I nod. “Matty and I . . .”

“Sorry,” Dad says, though his posture’s different now. It reminds me of when I wrote tampons on the weekly grocery list for the first time after Mom was gone. Dad’s so great at so many things except when he remembers I’m a girl with girl feelings and girl needs and a whole girl life.

I don’t understand why that has to be a scary revelation.

“I’m sorry I skipped.” I try to sound innocent even though Dad probably hasn’t forgotten that I used to skip school sometimes even when I wasn’t going through a major life crisis. Before Mom was gone, I didn’t worry so much about rules. I barely even thought about them at all.

“It’s fine.” His back is already to me as he roots around in the freezer. “How about this lasagna thing? It’s got those soy bits in it you like so much.”

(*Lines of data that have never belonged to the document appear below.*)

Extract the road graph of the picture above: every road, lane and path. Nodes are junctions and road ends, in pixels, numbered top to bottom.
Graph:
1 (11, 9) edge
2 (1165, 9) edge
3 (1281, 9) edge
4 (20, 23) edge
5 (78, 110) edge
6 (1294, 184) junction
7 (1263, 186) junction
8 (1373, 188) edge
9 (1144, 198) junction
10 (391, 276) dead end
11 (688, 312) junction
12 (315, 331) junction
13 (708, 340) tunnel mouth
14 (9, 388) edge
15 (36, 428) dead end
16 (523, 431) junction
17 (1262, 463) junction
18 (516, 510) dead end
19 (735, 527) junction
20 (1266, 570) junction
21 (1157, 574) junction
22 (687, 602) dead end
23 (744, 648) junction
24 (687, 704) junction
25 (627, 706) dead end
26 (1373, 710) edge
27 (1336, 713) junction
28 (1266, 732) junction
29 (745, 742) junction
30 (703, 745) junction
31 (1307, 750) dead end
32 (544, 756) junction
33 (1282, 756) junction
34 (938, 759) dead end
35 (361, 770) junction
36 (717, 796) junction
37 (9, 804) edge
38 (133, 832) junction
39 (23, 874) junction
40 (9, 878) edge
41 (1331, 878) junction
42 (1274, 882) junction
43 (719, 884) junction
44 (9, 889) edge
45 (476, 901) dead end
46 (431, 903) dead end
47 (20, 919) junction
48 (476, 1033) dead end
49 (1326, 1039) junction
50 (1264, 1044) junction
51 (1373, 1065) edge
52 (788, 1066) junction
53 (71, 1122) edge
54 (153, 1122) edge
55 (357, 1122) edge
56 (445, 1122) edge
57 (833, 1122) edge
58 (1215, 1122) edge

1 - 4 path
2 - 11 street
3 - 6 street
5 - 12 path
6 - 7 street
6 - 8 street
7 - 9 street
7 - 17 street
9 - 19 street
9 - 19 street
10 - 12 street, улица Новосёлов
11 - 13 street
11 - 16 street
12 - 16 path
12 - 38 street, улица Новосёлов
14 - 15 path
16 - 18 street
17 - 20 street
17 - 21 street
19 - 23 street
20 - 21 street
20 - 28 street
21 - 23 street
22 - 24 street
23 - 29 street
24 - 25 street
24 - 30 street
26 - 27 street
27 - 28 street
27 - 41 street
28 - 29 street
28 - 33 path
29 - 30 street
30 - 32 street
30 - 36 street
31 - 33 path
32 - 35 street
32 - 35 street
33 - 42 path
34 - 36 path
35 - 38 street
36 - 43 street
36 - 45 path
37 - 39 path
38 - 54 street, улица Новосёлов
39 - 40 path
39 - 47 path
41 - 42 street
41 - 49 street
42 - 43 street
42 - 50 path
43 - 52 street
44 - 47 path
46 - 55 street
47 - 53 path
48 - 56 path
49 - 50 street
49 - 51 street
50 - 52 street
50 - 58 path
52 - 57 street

“I’m eating meat again,” I say.

“Oh, yeah?” He turns around and grins. “That’s my girl.”

“Don’t be so happy,” I say, but I haven’t seen him smile like this in a while. I realize I’m smiling right back at him. “I’ll still eat the lasagna.”

“No way,” he says. “Not until times are more desperate, at least. Can I take you out to dinner? Or is it too embarrassing to be caught with your old dad on a Friday night when your friends are all doing parties?”

“‘Doing parties’?” I giggle. “Dad. You can’t possibly think that’s how normal people talk.”

“I never claimed to be normal,” he says. “Come on.”

“I have to change,” I say, because once James and I finished eating burgers at Carl’s Jr., we came back here and I traded my new flowered romper for a tank top and old baggy yoga pants. The romper had been the favorite thing I’d bought during back-to-school shopping, but now it’s tainted by Matty and the rest of today’s events.